• REQUIRED ACTION: Write out all the entries word for word and omit any pictures.

Excerpts from a dataset
---

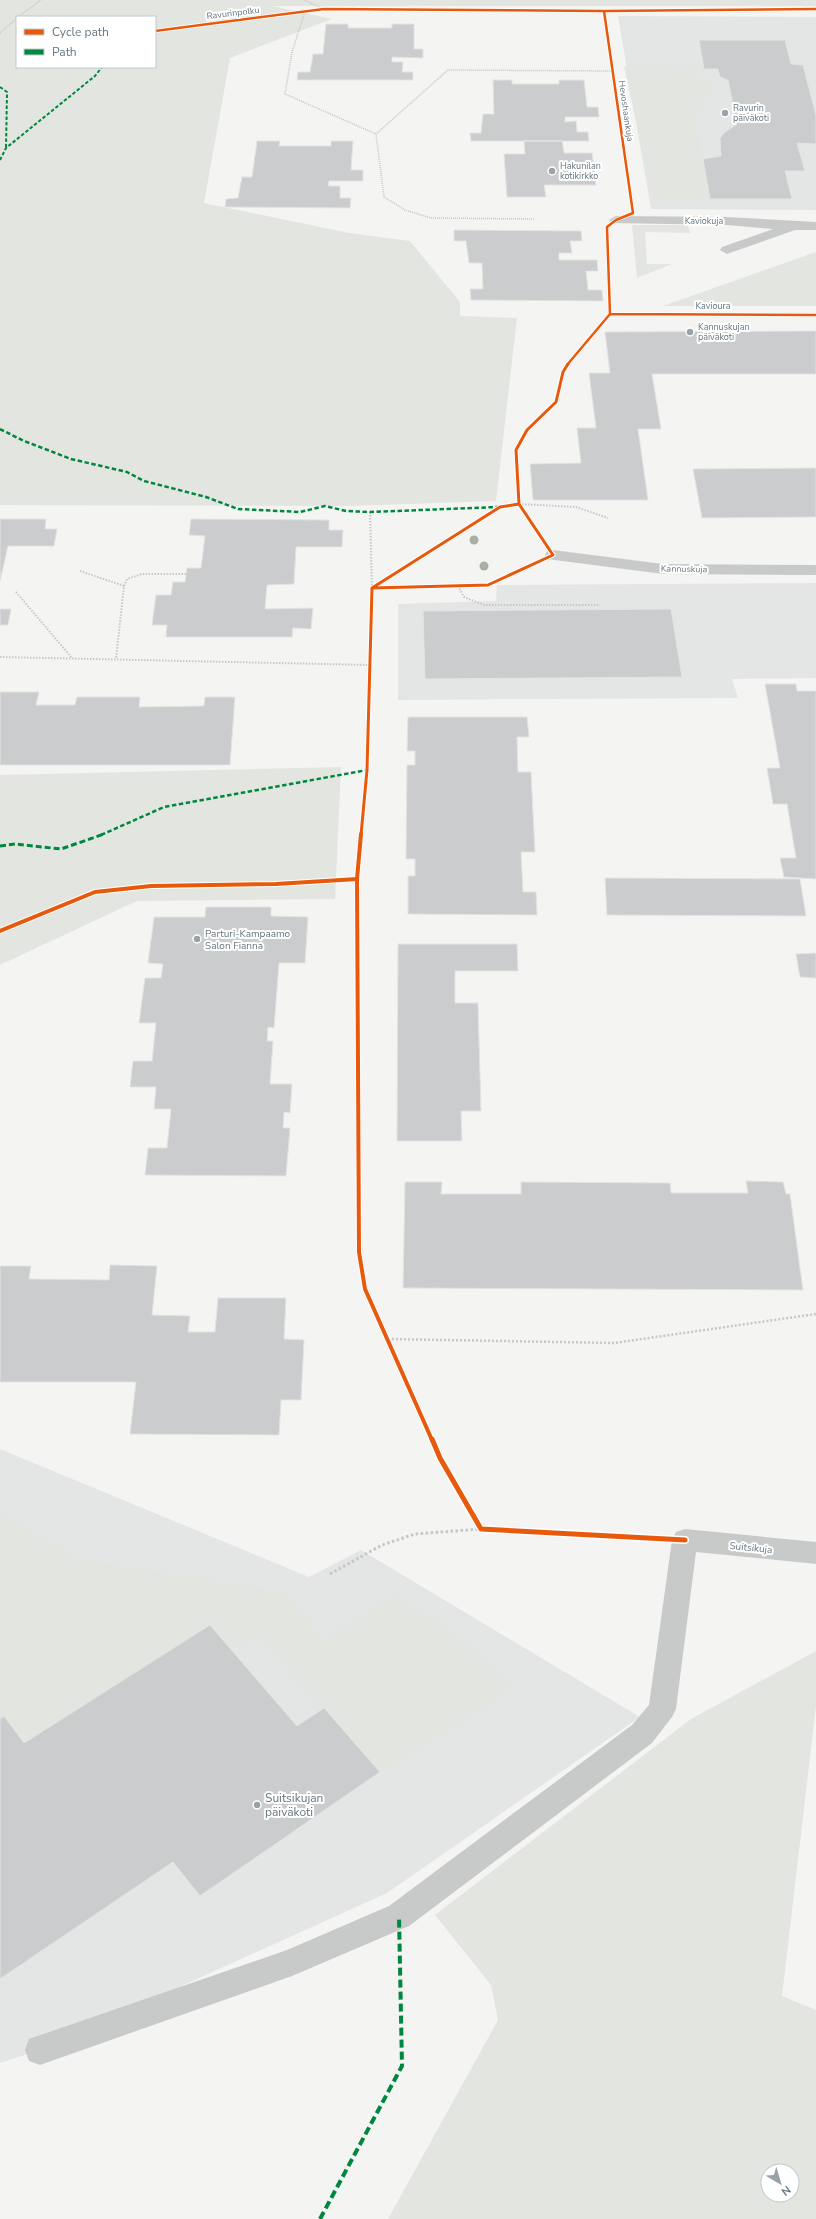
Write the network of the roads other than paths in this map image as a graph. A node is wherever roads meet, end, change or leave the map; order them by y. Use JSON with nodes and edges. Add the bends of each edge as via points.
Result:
{"nodes":[{"id":1,"x":616,"y":220,"type":"dead end"},
{"id":2,"x":793,"y":226,"type":"junction"},
{"id":3,"x":816,"y":226,"type":"edge"},
{"id":4,"x":726,"y":250,"type":"dead end"},
{"id":5,"x":553,"y":554,"type":"road end"},
{"id":6,"x":816,"y":570,"type":"edge"},
{"id":7,"x":816,"y":1553,"type":"edge"},
{"id":8,"x":40,"y":2050,"type":"dead end"}],
"edges":[{"from":1,"to":2,"type":"street","name":"Kaviokuja","via":[[727,221]]},
{"from":2,"to":3,"type":"street","name":"Kaviokuja"},
{"from":2,"to":4,"type":"street","name":"Kaviokuja"},
{"from":5,"to":6,"type":"street","name":"Kannuskuja","via":[[663,569]]},
{"from":7,"to":8,"type":"street","name":"Suitsikuja","via":[[685,1540],[662,1709],[642,1734],[399,1916],[292,1962]]}]}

---

• TASK SOLUTION:
Write the network of the roads other than paths in this map image as a graph. A node is wherever roads meet, end, change or leave the map; order them by y. Use JSON with nodes and edges. Add the bends of each edge as via points.
Result:
{"nodes":[{"id":1,"x":616,"y":220,"type":"dead end"},
{"id":2,"x":793,"y":226,"type":"junction"},
{"id":3,"x":816,"y":226,"type":"edge"},
{"id":4,"x":726,"y":250,"type":"dead end"},
{"id":5,"x":553,"y":554,"type":"road end"},
{"id":6,"x":816,"y":570,"type":"edge"},
{"id":7,"x":816,"y":1553,"type":"edge"},
{"id":8,"x":40,"y":2050,"type":"dead end"}],
"edges":[{"from":1,"to":2,"type":"street","name":"Kaviokuja","via":[[727,221]]},
{"from":2,"to":3,"type":"street","name":"Kaviokuja"},
{"from":2,"to":4,"type":"street","name":"Kaviokuja"},
{"from":5,"to":6,"type":"street","name":"Kannuskuja","via":[[663,569]]},
{"from":7,"to":8,"type":"street","name":"Suitsikuja","via":[[685,1540],[662,1709],[642,1734],[399,1916],[292,1962]]}]}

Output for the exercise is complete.